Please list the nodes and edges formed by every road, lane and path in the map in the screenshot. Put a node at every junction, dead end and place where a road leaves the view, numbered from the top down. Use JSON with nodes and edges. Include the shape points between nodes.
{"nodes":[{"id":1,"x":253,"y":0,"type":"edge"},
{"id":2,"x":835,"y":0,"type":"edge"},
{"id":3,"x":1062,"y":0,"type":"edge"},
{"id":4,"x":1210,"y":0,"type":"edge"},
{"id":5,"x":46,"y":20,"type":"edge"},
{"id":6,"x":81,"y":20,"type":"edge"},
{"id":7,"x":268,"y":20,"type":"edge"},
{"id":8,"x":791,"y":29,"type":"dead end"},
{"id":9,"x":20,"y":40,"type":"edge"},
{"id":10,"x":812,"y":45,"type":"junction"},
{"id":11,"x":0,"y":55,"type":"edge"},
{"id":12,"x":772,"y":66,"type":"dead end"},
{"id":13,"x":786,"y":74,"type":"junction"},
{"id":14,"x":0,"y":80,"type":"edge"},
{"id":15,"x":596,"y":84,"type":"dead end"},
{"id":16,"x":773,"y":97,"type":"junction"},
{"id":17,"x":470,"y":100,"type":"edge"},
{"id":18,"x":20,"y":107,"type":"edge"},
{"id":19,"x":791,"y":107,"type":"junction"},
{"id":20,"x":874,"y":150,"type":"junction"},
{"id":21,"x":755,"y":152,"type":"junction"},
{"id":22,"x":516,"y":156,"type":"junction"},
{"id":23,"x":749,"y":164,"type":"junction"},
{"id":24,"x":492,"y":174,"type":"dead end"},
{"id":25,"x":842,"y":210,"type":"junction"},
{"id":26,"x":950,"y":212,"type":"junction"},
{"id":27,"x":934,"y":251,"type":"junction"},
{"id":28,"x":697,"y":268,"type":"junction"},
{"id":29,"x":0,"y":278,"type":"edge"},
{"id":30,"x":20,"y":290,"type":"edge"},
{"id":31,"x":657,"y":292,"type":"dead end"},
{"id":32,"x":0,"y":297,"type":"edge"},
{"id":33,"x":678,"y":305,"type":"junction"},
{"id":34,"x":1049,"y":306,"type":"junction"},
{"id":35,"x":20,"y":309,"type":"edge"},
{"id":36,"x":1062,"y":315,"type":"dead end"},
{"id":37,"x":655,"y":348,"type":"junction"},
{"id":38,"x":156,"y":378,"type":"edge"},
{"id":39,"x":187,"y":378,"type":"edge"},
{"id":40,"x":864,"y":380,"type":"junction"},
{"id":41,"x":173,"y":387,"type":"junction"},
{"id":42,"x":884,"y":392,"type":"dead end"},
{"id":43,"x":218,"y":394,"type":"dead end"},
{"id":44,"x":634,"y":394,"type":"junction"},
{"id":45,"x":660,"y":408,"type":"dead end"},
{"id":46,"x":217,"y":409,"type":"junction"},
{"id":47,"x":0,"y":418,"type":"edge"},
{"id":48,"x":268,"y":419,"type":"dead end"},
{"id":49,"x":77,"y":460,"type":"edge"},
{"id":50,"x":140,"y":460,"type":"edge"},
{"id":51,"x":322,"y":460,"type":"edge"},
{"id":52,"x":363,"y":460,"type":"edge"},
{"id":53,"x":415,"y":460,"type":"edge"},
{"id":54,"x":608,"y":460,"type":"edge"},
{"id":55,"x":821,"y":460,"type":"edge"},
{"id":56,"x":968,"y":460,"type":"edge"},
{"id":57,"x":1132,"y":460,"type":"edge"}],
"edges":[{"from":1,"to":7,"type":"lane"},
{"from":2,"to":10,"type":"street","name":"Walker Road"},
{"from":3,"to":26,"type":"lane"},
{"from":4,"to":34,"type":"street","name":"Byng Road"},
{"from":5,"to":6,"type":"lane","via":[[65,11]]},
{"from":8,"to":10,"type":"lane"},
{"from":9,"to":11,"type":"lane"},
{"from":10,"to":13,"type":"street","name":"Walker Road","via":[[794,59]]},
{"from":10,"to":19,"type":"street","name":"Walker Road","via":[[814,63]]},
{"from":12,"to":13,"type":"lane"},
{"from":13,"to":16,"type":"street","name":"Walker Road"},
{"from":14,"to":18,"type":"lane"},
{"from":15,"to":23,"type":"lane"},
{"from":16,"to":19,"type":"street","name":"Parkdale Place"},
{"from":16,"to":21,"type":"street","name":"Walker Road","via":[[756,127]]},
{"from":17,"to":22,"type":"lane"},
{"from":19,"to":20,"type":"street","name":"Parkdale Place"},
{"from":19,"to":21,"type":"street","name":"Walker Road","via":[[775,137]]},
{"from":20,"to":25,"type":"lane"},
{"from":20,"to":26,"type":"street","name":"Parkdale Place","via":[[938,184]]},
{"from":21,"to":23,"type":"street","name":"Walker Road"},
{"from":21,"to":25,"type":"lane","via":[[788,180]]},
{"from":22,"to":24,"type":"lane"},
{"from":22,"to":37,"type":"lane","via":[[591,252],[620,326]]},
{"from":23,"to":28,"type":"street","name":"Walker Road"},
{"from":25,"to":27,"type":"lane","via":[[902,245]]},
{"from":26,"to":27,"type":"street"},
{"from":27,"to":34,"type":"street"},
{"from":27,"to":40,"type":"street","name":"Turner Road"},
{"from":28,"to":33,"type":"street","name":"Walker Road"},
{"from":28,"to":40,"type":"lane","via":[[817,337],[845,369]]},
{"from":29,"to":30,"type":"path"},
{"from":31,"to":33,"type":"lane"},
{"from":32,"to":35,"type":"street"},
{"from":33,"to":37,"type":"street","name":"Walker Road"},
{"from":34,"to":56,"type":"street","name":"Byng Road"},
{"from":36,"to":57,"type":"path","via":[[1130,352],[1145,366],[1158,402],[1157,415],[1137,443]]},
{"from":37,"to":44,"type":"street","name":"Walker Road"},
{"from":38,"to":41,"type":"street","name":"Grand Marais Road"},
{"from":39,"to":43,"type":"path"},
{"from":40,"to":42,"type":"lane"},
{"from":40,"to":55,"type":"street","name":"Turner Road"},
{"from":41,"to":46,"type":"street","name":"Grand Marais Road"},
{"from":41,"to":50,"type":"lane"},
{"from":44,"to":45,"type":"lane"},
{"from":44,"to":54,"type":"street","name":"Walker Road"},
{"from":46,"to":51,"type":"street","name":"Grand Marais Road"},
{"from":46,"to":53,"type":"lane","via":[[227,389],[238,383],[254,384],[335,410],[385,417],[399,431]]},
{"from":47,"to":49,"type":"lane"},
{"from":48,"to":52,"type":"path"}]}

---

» PROBLEM DETAILS
Scan the material above for the string "Turner" and return the lines that hold it.

» EXERCISE OUTPUT
{"from":27,"to":40,"type":"street","name":"Turner Road"},
{"from":40,"to":55,"type":"street","name":"Turner Road"},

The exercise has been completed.